**EXERCISE INSTRUCTIONS**
Note each line of the listing that contains the string "roads", and copy it.

**DATA FOR THIS EXERCISE**
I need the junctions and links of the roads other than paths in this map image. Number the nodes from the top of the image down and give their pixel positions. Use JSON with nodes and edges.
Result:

--

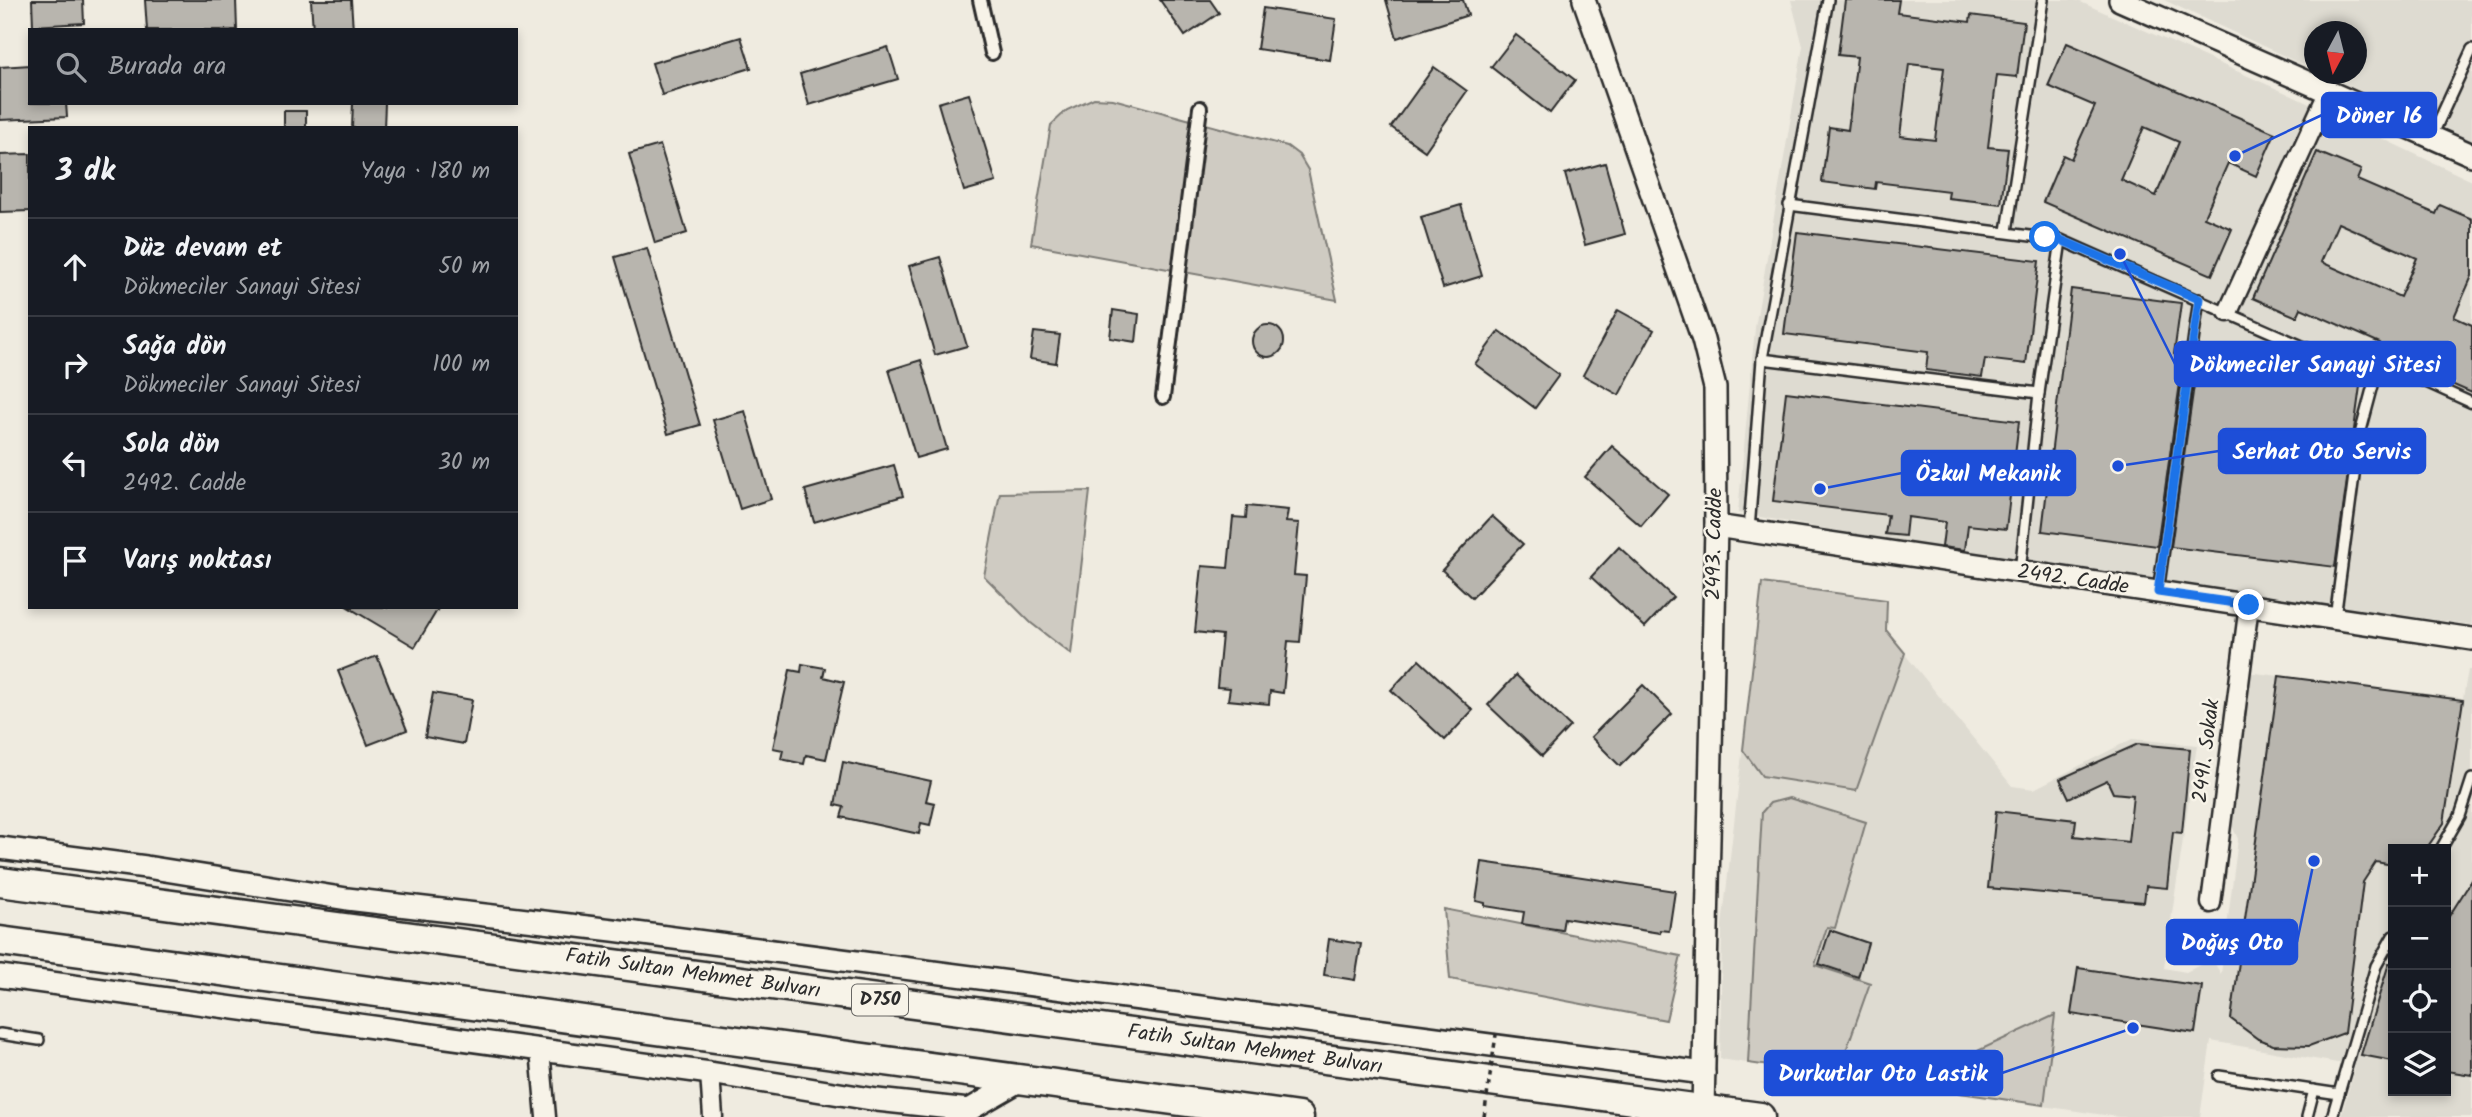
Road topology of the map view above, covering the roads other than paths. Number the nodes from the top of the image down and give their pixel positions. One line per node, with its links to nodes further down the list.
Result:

**EXERCISE RESULT**
I need the junctions and links of the roads other than paths in this map image. Number the nodes from the top of the image down and give their pixel positions. Use JSON with nodes and edges.
Road topology of the map view above, covering the roads other than paths. Number the nodes from the top of the image down and give their pixel positions. One line per node, with its links to nodes further down the list.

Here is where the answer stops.